Serum proteomics analysis of biomarkers for evaluating clinical response to MTX/IGU therapy in early rheumatoid arthritis

Methotrexate (MTX) and iguratimod (IGU) are conventional synthetic disease modifying antirheumatic drugs widely used in the treatment of Rheumatoid arthritis (RA) in China. Although MTX combined with IGU can significantly inhibit the progression of RA, some patients do not respond to the treatment. The purpose of this study is to explore the difference of serum protein expression between RA patients with good and poor response to the combined therapy by label-free quantitative proteomic approach. From the proteomics data, a total of 782 proteins in the serum of RA patients were detected, and of which 9 were upregulated and 18 were downregulated in the good response group compared to poor response group.

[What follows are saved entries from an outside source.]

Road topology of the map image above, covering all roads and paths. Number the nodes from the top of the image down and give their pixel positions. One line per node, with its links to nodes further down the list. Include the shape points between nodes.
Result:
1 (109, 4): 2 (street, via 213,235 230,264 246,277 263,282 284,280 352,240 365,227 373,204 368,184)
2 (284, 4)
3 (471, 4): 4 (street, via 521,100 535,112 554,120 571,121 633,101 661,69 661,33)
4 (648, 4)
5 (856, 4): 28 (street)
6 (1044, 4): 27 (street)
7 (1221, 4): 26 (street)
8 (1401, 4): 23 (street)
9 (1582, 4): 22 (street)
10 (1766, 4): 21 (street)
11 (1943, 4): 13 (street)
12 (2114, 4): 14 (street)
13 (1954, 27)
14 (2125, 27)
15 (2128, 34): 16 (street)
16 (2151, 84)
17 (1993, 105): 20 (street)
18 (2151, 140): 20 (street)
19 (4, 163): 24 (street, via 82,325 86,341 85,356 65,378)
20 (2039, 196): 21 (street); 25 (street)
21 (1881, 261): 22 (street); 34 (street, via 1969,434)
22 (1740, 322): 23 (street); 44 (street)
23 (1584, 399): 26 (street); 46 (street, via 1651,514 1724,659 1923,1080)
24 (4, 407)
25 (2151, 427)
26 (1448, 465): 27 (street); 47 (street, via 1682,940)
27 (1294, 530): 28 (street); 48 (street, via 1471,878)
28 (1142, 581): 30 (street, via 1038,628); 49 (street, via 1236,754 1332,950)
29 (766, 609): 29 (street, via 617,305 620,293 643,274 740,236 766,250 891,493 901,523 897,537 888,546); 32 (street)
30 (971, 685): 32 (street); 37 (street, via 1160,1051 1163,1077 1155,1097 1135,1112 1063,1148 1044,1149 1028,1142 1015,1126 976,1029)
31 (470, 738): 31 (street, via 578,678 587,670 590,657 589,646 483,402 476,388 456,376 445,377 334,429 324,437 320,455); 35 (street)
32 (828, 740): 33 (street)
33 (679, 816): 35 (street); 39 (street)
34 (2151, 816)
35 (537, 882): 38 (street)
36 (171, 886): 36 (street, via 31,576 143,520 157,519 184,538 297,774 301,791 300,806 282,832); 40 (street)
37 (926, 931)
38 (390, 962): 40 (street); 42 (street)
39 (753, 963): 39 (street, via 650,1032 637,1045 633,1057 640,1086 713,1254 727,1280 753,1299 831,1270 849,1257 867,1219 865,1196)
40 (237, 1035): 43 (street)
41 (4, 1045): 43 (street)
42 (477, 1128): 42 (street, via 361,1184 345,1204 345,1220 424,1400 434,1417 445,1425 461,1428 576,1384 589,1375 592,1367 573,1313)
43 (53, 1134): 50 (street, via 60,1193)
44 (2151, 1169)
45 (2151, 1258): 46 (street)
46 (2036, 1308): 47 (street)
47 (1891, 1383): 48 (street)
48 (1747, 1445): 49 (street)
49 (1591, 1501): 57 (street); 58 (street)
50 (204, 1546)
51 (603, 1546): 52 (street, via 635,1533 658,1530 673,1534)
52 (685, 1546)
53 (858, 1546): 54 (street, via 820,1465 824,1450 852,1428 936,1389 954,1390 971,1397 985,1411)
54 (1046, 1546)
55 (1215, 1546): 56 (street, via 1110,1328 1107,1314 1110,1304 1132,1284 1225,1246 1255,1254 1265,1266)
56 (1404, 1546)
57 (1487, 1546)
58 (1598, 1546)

Among them, four significantly differentially expressed proteins (RELN, LDHA, MRC1 and TKT) were further validated by multiple reaction monitoring (MRM)-based quantification approach, and three of them (RELN, LDHA and MRC1) were confirmed to be correlated with the response to MTX/IGU therapy. Logistic regression and ROC analysis indicated that the combination of RELN, LDHA and MRC1 had good performance in evaluating the response. This result proved the different serum proteins signature fingerprint between response group and non-response group; and highlighted the potential of the label-free and mass spectrometry-based quantitative proteomic approach in screening biomarkers for evaluating clinical response to MTX/IGU therapy in RA.